• [Instructions to follow] Retype the whole listing below exactly, keeping every picture out of it.

• [Available data]
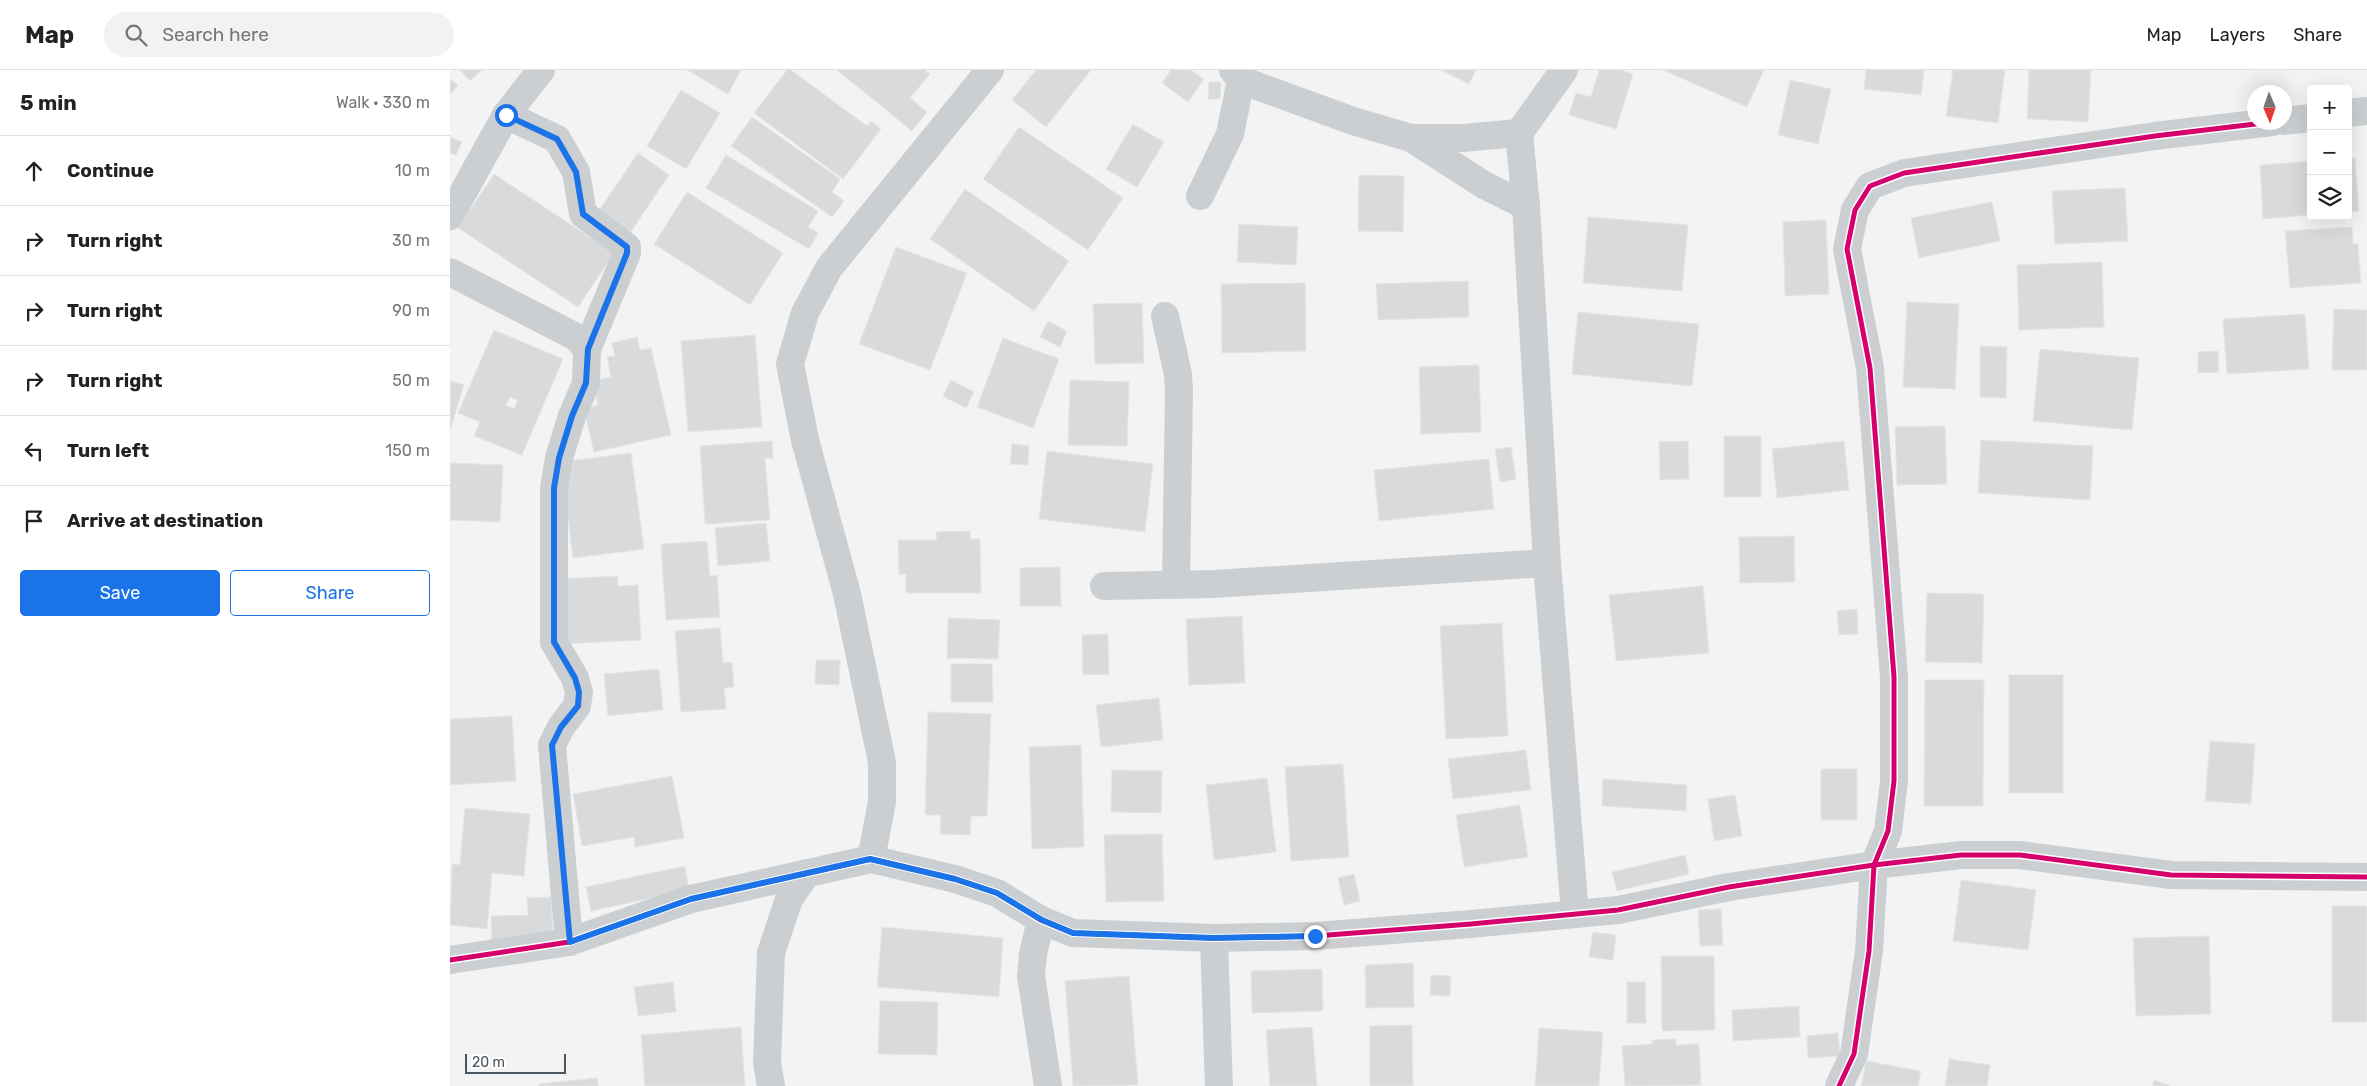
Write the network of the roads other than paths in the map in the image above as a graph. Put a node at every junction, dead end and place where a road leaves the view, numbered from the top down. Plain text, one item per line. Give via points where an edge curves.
1 (540, 70) edge
2 (990, 70) edge
3 (1564, 70) edge
4 (1237, 75) edge
5 (2367, 111) edge
6 (2352, 113) edge
7 (506, 115) junction
8 (2307, 118) edge
9 (2292, 120) edge
10 (2247, 125) edge
11 (1519, 133) junction
12 (1411, 138) junction
13 (1200, 196) dead end
14 (1526, 206) junction
15 (450, 216) edge
16 (450, 272) edge
17 (1165, 316) dead end
18 (588, 349) junction
19 (1547, 563) junction
20 (1176, 585) junction
21 (1104, 586) dead end
22 (870, 859) junction
23 (1874, 865) junction
24 (806, 873) junction
25 (2367, 877) edge
26 (1575, 914) junction
27 (1042, 920) junction
28 (1214, 938) junction
29 (570, 942) junction
30 (450, 960) edge
31 (771, 1086) edge
32 (1048, 1086) edge
33 (1219, 1086) edge
34 (1839, 1086) edge

1 - 7 street
2 - 22 street via 829,268 806,313 790,364 805,440 847,594 882,762 882,802
3 - 11 street
4 - 12 street via 1353,121
4 - 13 street via 1230,134
5 - 6 street
7 - 15 street
7 - 18 street via 557,139 576,172 583,214 627,247
8 - 9 street
10 - 23 street via 1904,173 1870,186 1854,210 1847,249 1870,368 1894,677 1893,789 1888,831
11 - 12 street
11 - 14 street
12 - 14 street
14 - 19 street
16 - 18 street via 576,337
17 - 20 street via 1179,390
18 - 29 street via 586,383 559,458 554,488 554,642 575,678 579,692 578,706 552,745
19 - 20 street
19 - 26 street
20 - 21 street
22 - 24 street
22 - 27 street via 955,879 997,893
23 - 25 street via 1961,855 2020,855 2171,875
23 - 26 street via 1729,887 1618,910
23 - 34 street via 1869,952 1854,1054
24 - 29 street via 691,899
24 - 31 street via 790,899 771,953 767,1063
26 - 28 street via 1315,936
27 - 28 street via 1073,933
27 - 32 street via 1031,976
28 - 33 street
29 - 30 street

• [Completed task]
Write the network of the roads other than paths in the map in the image above as a graph. Put a node at every junction, dead end and place where a road leaves the view, numbered from the top down. Plain text, one item per line. Give via points where an edge curves.
1 (540, 70) edge
2 (990, 70) edge
3 (1564, 70) edge
4 (1237, 75) edge
5 (2367, 111) edge
6 (2352, 113) edge
7 (506, 115) junction
8 (2307, 118) edge
9 (2292, 120) edge
10 (2247, 125) edge
11 (1519, 133) junction
12 (1411, 138) junction
13 (1200, 196) dead end
14 (1526, 206) junction
15 (450, 216) edge
16 (450, 272) edge
17 (1165, 316) dead end
18 (588, 349) junction
19 (1547, 563) junction
20 (1176, 585) junction
21 (1104, 586) dead end
22 (870, 859) junction
23 (1874, 865) junction
24 (806, 873) junction
25 (2367, 877) edge
26 (1575, 914) junction
27 (1042, 920) junction
28 (1214, 938) junction
29 (570, 942) junction
30 (450, 960) edge
31 (771, 1086) edge
32 (1048, 1086) edge
33 (1219, 1086) edge
34 (1839, 1086) edge

1 - 7 street
2 - 22 street via 829,268 806,313 790,364 805,440 847,594 882,762 882,802
3 - 11 street
4 - 12 street via 1353,121
4 - 13 street via 1230,134
5 - 6 street
7 - 15 street
7 - 18 street via 557,139 576,172 583,214 627,247
8 - 9 street
10 - 23 street via 1904,173 1870,186 1854,210 1847,249 1870,368 1894,677 1893,789 1888,831
11 - 12 street
11 - 14 street
12 - 14 street
14 - 19 street
16 - 18 street via 576,337
17 - 20 street via 1179,390
18 - 29 street via 586,383 559,458 554,488 554,642 575,678 579,692 578,706 552,745
19 - 20 street
19 - 26 street
20 - 21 street
22 - 24 street
22 - 27 street via 955,879 997,893
23 - 25 street via 1961,855 2020,855 2171,875
23 - 26 street via 1729,887 1618,910
23 - 34 street via 1869,952 1854,1054
24 - 29 street via 691,899
24 - 31 street via 790,899 771,953 767,1063
26 - 28 street via 1315,936
27 - 28 street via 1073,933
27 - 32 street via 1031,976
28 - 33 street
29 - 30 street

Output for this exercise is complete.